Onyx programs are described using immutable data structures, putting a powerful force in the hands of the developer to cross language and machine boundaries at runtime. Onyx knows how to speak to many storage solutions, including those below.

{
    "onyx/name": "in",
    "onyx/medium": "kafka",
    "onyx/plugin": "onyx.plugin.kafka/input",
    "onyx/type": "input",
    "onyx/language": "clojure",
    "onyx/batch-size": 20,
    "onyx/doc": "Reads segments from a Kafka topic",
    "kafka/topic": "tweets",
    "kafka/zookeeper": "127.0.0.1:2181",
    "kafka/group-id": "onyx-consumer"
}

Powerful Streaming Primitives

Advancing windowing APIs split up a potentially unbounded data set into finite, possibly overlapping portions. Aggregations over distinct portions of a stream are as simple as a data structure.
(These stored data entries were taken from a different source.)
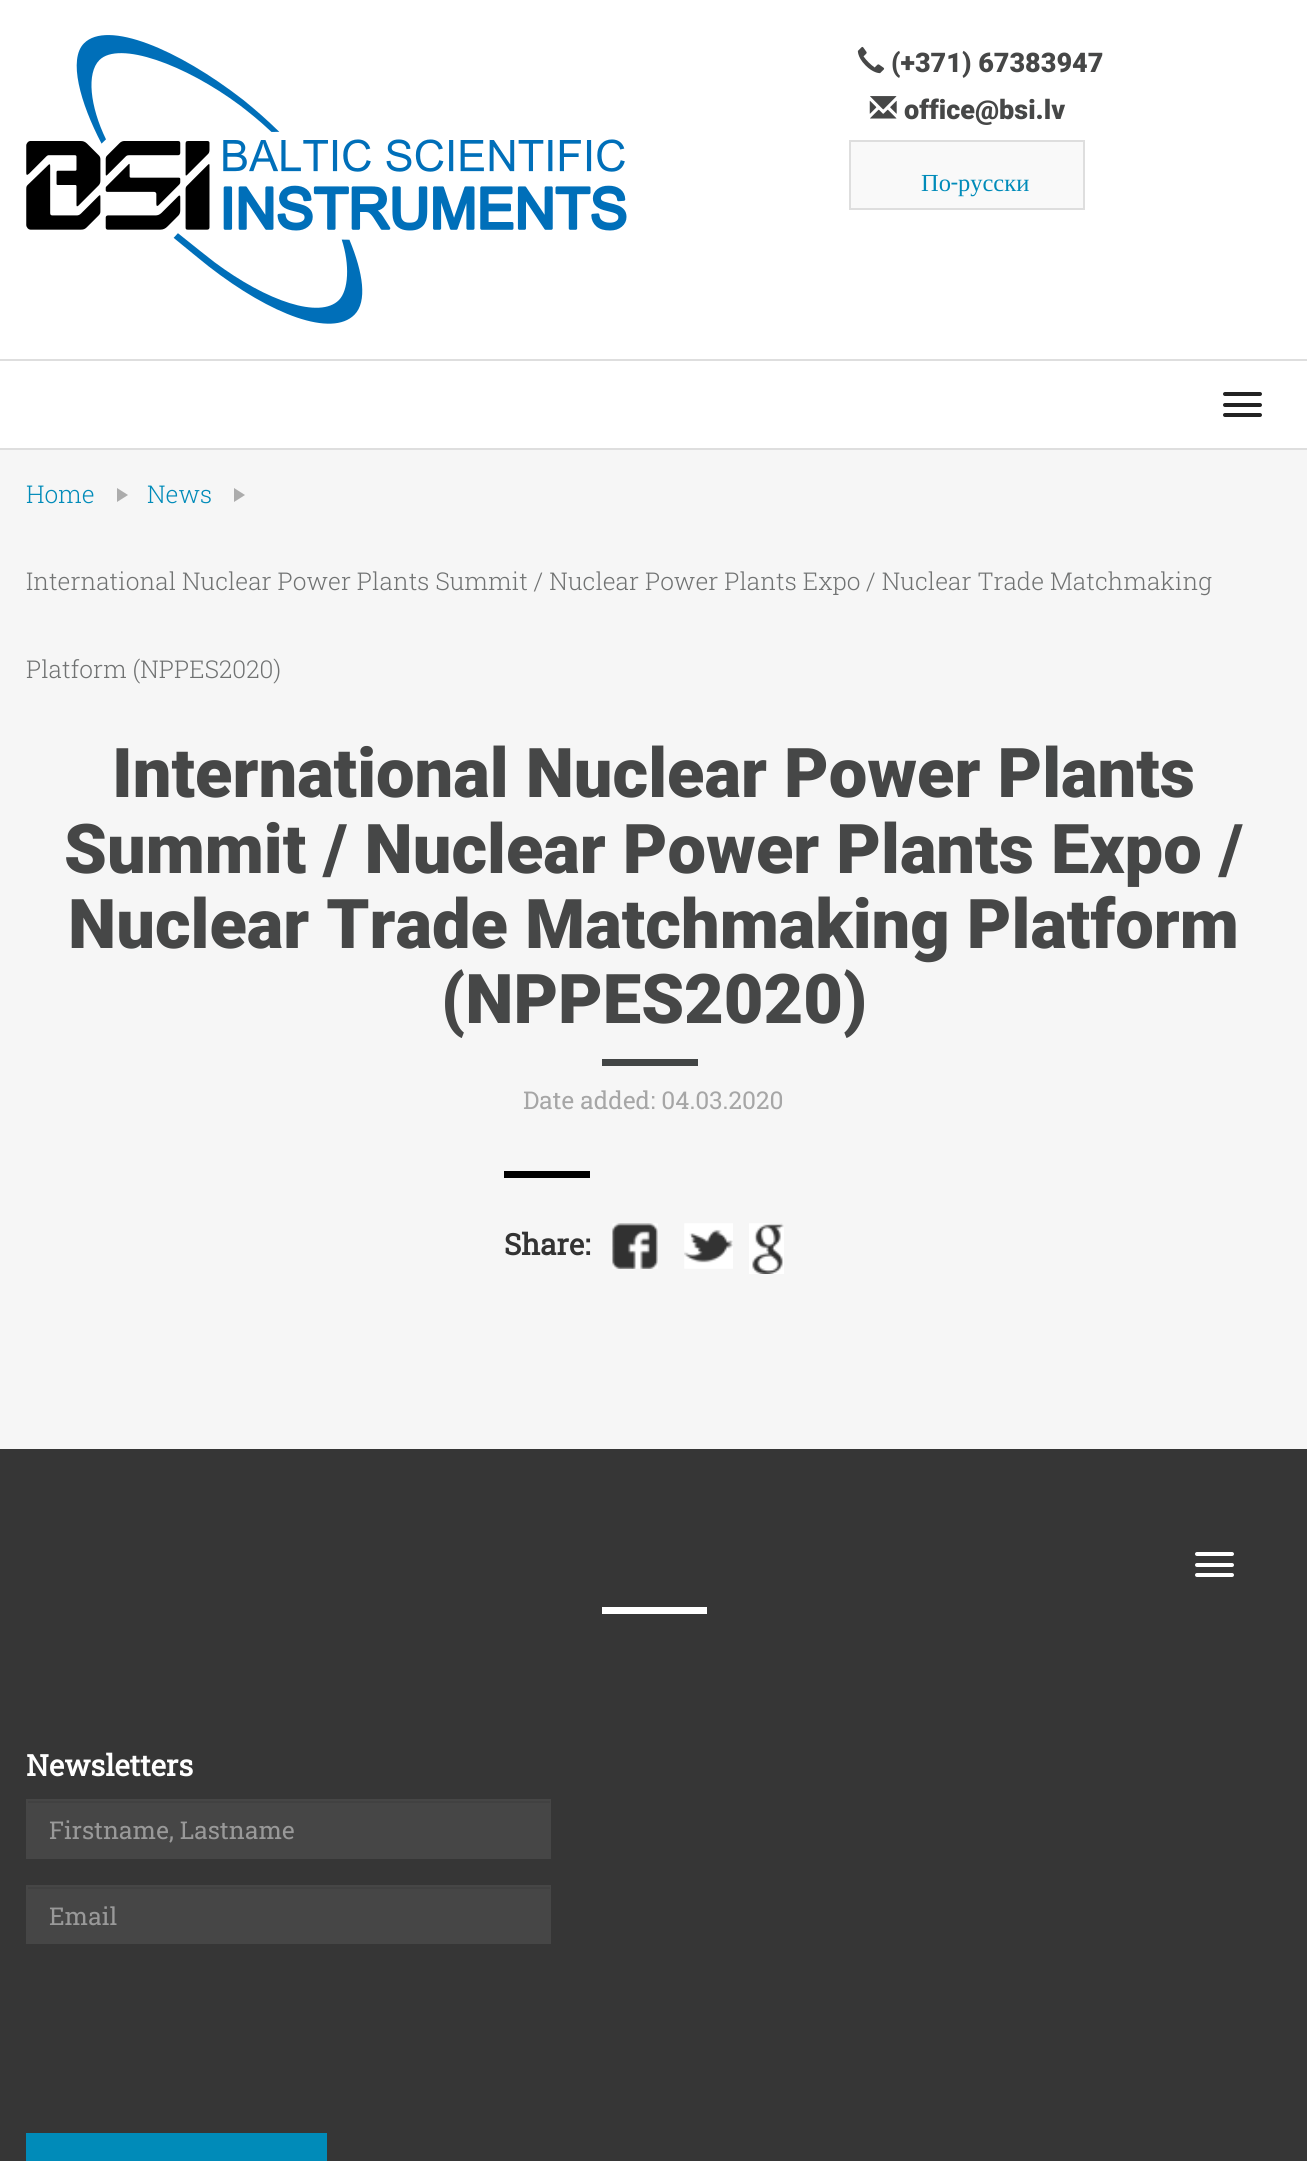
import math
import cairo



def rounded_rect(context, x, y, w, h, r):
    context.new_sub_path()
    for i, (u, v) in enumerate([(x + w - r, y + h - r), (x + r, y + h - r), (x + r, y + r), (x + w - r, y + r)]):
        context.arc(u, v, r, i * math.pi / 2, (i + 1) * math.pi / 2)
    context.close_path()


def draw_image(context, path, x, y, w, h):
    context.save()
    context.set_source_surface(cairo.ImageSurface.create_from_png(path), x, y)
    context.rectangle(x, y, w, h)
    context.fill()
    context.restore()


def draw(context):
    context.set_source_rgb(246 / 255, 246 / 255, 246 / 255)
    context.paint()
    context.set_source_rgb(1, 1, 1)
    context.rectangle(0, 0, 1307, 359)
    context.fill()
    draw_image(context, "images/1.png", 26, 35, 601, 289)
    draw_image(context, "images/2.png", 857, 46, 28, 28)
    draw_image(context, "images/3.png", 869, 96, 28, 23)
    context.set_source_rgb(249 / 255, 249 / 255, 249 / 255)
    context.rectangle(850, 141, 234, 68)
    context.fill_preserve()
    context.set_source_rgb(222 / 255, 222 / 255, 222 / 255)
    context.stroke()
    context.set_source_rgb(1, 1, 1)
    context.rectangle(0, 361, 1307, 87)
    context.fill()
    context.set_source_rgb(222 / 255, 222 / 255, 222 / 255)
    context.rectangle(0, 359, 1307, 2)
    context.fill()
    context.rectangle(0, 448, 1307, 2)
    context.fill()
    context.set_source_rgb(34 / 255, 34 / 255, 34 / 255)
    rounded_rect(context, 1223, 392, 39, 4, 2)
    context.fill()
    rounded_rect(context, 1223, 403, 39, 4, 2)
    context.fill()
    rounded_rect(context, 1223, 413, 39, 4, 2)
    context.fill()
    context.set_source_rgb(172 / 255, 172 / 255, 172 / 255)
    context.new_path()
    context.move_to(117, 488)
    context.line_to(117, 502)
    context.line_to(128, 495)
    context.close_path()
    context.fill()
    context.new_path()
    context.move_to(234, 488)
    context.line_to(234, 502)
    context.line_to(245, 495)
    context.close_path()
    context.fill()
    context.set_source_rgb(66 / 255, 69 / 255, 69 / 255)
    context.rectangle(602, 1059, 96, 7)
    context.fill()
    context.set_source_rgb(0, 0, 0)
    context.rectangle(504, 1171, 86, 7)
    context.fill()
    draw_image(context, "images/4.png", 612, 1223, 46, 46)
    draw_image(context, "images/5.png", 684, 1223, 49, 46)
    draw_image(context, "images/6.png", 749, 1223, 35, 51)
    context.set_source_rgb(54 / 255, 54 / 255, 54 / 255)
    context.rectangle(0, 1449, 1307, 712)
    context.fill()
    context.set_source_rgb(1, 1, 1)
    rounded_rect(context, 1195, 1552, 39, 4, 2)
    context.fill()
    rounded_rect(context, 1195, 1563, 39, 4, 2)
    context.fill()
    rounded_rect(context, 1195, 1573, 39, 4, 2)
    context.fill()
    context.rectangle(602, 1607, 105, 7)
    context.fill()
    context.set_source_rgb(70 / 255, 70 / 255, 70 / 255)
    context.rectangle(26, 1799, 525, 60)
    context.fill()
    context.set_source_rgb(65 / 255, 65 / 255, 65 / 255)
    context.rectangle(28, 1801, 522, 2)
    context.fill()
    context.set_source_rgb(70 / 255, 70 / 255, 70 / 255)
    context.rectangle(26, 1885, 525, 59)
    context.fill()
    context.set_source_rgb(65 / 255, 65 / 255, 65 / 255)
    context.rectangle(28, 1887, 522, 2)
    context.fill()
    context.set_source_rgb(0, 139 / 255, 185 / 255)
    context.rectangle(26, 2133, 301, 28)
    context.fill()
    context.select_font_face("Roboto Black")
    context.set_font_size(27)
    context.set_source_rgb(70 / 255, 71 / 255, 71 / 255)
    context.move_to(891, 72)
    context.show_text("(+371) 67383947")
    context.move_to(904, 119)
    context.show_text("office@bsi.lv")
    context.select_font_face("Liberation Serif")
    context.set_font_size(24.5)
    context.set_source_rgb(0, 139 / 255, 185 / 255)
    context.move_to(921, 191)
    context.show_text("По")
    context.select_font_face("Roboto")
    context.move_to(951, 191)
    context.show_text("-")
    context.select_font_face("Liberation Serif")
    context.move_to(958, 191)
    context.show_text("русски")
    context.select_font_face("Roboto Slab Light")
    context.move_to(26, 503)
    context.show_text("Home")
    context.move_to(147, 503)
    context.show_text("News")
    context.set_source_rgb(112 / 255, 114 / 255, 114 / 255)
    context.move_to(26, 590)
    context.show_text("International Nuclear Power Plants Summit / Nuclear Power Plants Expo / Nuclear Trade Matchmaking")
    context.move_to(26, 678)
    context.show_text("Platform (NPPES2020)")
    context.select_font_face("Roboto Black")
    context.set_font_size(68.6)
    context.set_source_rgb(70 / 255, 71 / 255, 71 / 255)
    context.move_to(112, 797)
    context.show_text("International Nuclear Power Plants")
    context.move_to(64, 873)
    context.show_text("Summit / Nuclear Power Plants Expo /")
    context.move_to(68, 948)
    context.show_text("Nuclear Trade Matchmaking Platform")
    context.move_to(441, 1023)
    context.show_text("(NPPES2020)")
    context.select_font_face("Roboto Slab")
    context.set_font_size(24.5)
    context.set_source_rgb(166 / 255, 166 / 255, 166 / 255)
    context.move_to(523, 1109)
    context.show_text("Date added: 04.03.2020")
    context.select_font_face("Roboto Slab", cairo.FontSlant.NORMAL, cairo.FontWeight.BOLD)
    context.set_font_size(29.5)
    context.set_source_rgb(51 / 255, 51 / 255, 51 / 255)
    context.move_to(504, 1255)
    context.show_text("Share:")
    context.set_source_rgb(1, 1, 1)
    context.move_to(26, 1776)
    context.show_text("Newsletters")
    context.select_font_face("Roboto Slab")
    context.set_font_size(24.5)
    context.set_source_rgb(153 / 255, 153 / 255, 153 / 255)
    context.move_to(49, 1839)
    context.show_text("Firstname, Lastname")
    context.move_to(49, 1925)
    context.show_text("Email")


surface = cairo.ImageSurface(cairo.Format.RGB24, 1307, 2161)
context = cairo.Context(surface)
options = cairo.FontOptions()
options.set_hint_metrics(cairo.HintMetrics.OFF)
options.set_hint_style(cairo.HintStyle.NONE)
context.set_font_options(options)
context.set_miter_limit(4)
draw(context)
surface.write_to_png("out.png")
fixed-windows sliding-windows session-windows global-windows
aggregations timer-triggers segment-triggers refinement-modes
{
    "window/id": "sum-transactions",
    "window/task": "parse-price",
    "window/type": "sliding",
    "window/aggregation":
      ["onyx.windowing.aggregation/sum", "price"],
    "window/window-key": "event-time",
    "window/range": [5, "minutes"],
    "window/slide": [1, "minute"],
    "window/doc": "Sum the price field into sliding windows"
}

Native Abstractions

Onyx keeps its own abstractions to an absolute minimum. Instead, it leverages the abstractions that already exist in languages for data structures and functional transformations. When in Clojure, write plain Clojure functions. When in Java, write plain Java classes. No cruft, no inheritance insanity, no ill-defined interfaces. Data in, data out.

(defn split-into-words [min-chars {:keys [tweet]}]
  (->> (clojure.string/split tweet #"\s")
       (filter (fn [word] (> (count word) min-chars)))
       (map (fn [word] {:word word}))))